*** Opening Task data ***

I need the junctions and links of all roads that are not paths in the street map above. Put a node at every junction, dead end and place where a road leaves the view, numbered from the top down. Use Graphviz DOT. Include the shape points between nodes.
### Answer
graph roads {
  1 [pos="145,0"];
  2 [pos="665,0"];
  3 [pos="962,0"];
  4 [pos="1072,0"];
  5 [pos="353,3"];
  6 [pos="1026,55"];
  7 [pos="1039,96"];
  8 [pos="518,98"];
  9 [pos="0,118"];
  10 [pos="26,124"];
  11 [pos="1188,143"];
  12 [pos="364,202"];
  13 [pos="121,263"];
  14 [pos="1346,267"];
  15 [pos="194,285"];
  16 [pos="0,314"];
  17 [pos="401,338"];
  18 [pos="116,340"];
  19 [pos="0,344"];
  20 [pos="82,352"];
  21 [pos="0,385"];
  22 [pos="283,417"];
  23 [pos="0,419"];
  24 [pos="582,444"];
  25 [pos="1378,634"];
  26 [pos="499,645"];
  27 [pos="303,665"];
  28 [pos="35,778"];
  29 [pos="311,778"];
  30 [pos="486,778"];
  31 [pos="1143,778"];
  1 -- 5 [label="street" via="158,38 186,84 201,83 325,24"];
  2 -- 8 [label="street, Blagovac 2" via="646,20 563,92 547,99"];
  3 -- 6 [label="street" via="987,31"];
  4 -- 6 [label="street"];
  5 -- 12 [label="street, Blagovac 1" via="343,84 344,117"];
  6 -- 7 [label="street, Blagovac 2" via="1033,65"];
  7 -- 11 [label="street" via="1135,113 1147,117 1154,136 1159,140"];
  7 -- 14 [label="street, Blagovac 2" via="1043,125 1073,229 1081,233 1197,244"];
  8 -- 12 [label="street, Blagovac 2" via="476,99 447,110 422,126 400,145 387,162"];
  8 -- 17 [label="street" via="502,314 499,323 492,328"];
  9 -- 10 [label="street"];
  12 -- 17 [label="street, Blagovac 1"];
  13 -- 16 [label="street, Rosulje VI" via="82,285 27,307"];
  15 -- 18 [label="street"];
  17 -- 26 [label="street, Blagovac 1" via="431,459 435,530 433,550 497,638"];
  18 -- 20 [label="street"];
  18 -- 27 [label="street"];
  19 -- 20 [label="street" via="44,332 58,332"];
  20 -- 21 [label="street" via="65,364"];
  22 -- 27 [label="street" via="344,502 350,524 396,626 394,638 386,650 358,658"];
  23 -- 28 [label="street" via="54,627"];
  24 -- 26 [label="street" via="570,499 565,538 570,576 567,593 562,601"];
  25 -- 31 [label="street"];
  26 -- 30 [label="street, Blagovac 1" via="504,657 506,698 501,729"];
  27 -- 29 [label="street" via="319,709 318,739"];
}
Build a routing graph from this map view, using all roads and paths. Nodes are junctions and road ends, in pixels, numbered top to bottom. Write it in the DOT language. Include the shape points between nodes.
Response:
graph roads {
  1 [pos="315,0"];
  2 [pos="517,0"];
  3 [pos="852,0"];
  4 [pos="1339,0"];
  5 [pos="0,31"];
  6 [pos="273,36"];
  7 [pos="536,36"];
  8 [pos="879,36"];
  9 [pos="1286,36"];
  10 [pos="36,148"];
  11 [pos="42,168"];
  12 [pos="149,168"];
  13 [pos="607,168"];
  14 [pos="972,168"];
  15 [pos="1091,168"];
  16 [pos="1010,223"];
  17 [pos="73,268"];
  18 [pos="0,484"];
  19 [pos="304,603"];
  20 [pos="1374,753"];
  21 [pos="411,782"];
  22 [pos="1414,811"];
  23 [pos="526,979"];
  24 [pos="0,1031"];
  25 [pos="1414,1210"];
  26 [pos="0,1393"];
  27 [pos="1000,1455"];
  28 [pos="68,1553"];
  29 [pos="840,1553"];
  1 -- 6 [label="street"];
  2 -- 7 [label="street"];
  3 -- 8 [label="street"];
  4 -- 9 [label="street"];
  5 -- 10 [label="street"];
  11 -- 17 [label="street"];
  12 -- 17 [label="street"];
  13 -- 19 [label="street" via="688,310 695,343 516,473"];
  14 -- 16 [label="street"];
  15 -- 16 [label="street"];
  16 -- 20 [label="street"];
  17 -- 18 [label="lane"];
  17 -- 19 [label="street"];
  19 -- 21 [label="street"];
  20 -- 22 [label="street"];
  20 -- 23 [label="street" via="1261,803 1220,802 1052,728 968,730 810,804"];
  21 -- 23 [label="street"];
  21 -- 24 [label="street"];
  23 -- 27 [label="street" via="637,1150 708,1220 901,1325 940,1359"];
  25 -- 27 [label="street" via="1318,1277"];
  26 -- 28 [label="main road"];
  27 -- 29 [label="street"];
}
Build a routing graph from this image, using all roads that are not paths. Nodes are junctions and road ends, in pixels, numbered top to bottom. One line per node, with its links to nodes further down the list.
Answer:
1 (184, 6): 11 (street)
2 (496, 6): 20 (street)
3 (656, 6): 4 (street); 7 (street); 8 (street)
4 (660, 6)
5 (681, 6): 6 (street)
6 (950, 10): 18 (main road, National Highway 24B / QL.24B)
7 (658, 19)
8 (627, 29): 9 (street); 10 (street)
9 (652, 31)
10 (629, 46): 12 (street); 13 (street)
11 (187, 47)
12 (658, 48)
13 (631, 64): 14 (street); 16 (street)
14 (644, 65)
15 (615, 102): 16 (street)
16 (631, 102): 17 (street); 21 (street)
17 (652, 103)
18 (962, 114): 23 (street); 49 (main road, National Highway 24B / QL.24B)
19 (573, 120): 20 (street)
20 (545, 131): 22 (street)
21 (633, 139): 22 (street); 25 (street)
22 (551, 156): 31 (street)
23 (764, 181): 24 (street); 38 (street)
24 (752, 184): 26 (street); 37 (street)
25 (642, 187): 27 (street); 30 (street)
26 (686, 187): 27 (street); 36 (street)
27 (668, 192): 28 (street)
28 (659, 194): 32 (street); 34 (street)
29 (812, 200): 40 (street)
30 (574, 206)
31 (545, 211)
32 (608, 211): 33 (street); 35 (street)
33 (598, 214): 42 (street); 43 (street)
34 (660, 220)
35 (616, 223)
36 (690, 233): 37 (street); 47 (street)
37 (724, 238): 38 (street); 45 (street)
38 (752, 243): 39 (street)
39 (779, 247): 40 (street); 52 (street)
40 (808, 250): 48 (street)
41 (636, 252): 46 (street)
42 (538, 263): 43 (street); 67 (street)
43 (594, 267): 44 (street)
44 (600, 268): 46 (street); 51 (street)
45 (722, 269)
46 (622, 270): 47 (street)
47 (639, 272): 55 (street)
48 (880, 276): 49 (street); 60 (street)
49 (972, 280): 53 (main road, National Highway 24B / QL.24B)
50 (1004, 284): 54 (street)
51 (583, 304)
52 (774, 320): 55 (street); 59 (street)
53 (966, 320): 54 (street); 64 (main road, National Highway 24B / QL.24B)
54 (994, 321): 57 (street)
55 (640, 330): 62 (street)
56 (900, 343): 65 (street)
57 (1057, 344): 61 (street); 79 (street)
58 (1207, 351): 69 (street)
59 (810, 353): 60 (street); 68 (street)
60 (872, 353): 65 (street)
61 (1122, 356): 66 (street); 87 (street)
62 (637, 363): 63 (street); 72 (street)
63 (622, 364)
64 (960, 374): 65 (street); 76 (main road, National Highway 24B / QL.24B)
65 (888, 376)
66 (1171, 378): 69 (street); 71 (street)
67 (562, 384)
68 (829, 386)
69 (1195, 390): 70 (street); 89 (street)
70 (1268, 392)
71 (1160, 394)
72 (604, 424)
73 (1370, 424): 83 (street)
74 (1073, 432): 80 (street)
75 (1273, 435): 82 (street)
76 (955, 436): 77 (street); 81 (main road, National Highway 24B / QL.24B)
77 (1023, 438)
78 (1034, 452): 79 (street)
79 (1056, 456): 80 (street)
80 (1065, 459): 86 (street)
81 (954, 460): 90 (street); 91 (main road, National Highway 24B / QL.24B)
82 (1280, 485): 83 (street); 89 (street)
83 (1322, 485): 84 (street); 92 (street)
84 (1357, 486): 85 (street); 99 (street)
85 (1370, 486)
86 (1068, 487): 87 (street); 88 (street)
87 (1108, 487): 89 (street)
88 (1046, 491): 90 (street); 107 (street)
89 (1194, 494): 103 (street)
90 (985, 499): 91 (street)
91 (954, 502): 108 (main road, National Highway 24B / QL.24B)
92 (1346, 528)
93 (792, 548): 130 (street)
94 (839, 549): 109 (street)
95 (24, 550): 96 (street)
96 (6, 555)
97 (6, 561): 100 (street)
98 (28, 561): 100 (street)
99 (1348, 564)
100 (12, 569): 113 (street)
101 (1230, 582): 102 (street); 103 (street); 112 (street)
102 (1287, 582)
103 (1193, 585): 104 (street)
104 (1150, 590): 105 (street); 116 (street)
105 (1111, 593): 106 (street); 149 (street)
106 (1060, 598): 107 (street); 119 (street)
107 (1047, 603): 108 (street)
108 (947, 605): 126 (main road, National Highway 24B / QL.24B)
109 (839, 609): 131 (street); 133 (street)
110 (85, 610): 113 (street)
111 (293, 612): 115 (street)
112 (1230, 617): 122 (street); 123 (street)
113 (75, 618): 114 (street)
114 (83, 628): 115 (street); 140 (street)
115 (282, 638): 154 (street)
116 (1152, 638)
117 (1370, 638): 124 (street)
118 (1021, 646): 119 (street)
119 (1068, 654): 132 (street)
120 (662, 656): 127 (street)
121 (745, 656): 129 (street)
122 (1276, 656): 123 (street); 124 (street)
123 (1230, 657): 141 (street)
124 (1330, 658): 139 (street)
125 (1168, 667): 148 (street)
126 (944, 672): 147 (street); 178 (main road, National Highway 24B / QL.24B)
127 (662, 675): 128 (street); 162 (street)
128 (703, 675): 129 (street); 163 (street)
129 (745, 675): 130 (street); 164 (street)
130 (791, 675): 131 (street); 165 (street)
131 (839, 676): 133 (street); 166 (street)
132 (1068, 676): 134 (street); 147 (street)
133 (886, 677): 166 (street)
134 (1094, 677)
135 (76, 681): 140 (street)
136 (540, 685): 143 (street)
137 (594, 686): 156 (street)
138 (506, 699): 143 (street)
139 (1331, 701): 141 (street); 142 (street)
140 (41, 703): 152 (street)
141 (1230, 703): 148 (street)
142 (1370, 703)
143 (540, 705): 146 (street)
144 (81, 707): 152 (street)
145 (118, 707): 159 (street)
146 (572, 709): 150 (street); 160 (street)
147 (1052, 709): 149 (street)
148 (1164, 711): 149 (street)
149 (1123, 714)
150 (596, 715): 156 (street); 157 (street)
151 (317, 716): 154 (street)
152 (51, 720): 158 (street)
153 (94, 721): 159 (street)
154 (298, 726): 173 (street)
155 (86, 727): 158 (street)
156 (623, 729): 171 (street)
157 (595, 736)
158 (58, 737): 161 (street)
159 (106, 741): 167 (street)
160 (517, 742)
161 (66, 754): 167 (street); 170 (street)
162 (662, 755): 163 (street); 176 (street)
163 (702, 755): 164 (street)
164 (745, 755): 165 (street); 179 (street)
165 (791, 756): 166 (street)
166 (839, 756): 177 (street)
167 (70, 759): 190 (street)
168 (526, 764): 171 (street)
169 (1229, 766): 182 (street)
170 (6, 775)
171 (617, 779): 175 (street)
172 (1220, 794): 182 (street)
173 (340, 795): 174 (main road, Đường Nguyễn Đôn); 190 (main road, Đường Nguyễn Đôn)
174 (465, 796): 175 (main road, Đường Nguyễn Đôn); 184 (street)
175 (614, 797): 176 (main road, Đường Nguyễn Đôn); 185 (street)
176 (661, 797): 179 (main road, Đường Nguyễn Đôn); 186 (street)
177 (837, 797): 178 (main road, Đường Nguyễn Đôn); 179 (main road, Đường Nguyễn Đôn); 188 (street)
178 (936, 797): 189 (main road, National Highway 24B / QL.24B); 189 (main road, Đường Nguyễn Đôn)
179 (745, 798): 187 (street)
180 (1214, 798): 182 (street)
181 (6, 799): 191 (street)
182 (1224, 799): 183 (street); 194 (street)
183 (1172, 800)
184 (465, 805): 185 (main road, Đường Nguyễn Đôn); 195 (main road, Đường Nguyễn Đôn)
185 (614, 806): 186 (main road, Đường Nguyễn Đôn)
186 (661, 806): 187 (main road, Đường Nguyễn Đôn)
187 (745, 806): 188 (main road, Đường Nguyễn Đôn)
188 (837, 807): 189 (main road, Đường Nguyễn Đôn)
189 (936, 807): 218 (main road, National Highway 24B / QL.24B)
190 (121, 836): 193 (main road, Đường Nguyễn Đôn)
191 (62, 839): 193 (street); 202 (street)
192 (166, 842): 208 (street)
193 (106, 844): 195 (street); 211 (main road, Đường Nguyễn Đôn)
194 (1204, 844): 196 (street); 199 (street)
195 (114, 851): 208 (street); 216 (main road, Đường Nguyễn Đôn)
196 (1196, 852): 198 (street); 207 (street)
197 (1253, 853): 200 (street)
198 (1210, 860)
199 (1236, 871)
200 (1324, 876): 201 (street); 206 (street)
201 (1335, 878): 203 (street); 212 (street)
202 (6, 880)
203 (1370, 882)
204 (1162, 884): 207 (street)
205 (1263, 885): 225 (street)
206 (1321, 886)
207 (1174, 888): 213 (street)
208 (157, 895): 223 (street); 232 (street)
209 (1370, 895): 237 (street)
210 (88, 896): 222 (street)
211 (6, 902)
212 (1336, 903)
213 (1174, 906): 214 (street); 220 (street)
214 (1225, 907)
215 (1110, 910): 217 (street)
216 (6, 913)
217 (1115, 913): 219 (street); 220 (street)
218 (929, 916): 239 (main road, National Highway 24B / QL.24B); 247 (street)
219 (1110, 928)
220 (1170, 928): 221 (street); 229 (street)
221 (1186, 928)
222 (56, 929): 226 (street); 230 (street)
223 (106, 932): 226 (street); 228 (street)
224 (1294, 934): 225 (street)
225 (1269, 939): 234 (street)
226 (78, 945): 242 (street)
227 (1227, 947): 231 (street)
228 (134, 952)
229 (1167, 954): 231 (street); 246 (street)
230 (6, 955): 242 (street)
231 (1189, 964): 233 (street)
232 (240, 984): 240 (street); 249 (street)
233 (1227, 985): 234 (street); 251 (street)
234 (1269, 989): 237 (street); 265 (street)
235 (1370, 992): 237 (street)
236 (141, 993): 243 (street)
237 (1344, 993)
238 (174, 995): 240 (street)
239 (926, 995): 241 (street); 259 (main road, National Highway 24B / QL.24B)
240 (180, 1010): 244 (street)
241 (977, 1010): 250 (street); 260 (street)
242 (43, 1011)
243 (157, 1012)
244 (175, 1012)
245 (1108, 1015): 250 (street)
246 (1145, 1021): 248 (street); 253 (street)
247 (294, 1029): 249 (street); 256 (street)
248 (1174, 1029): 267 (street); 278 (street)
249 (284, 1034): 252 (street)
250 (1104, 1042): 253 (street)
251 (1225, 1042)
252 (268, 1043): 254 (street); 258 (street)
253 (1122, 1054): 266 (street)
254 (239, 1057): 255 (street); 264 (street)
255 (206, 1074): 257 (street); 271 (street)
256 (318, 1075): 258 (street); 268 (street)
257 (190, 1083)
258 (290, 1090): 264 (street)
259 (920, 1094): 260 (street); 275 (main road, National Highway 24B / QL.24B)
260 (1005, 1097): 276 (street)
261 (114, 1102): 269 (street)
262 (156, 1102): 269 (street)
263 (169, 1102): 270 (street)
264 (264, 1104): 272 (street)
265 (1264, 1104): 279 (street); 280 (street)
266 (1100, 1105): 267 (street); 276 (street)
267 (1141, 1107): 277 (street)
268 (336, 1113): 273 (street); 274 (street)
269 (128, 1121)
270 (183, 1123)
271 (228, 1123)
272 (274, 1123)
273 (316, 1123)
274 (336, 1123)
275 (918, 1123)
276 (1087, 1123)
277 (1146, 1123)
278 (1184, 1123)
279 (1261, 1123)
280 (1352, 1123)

*** Closing Task data ***

- Your instructions:
Please state how many lines in the records above hold the word "pixels", giving only the number.

- Solution:
2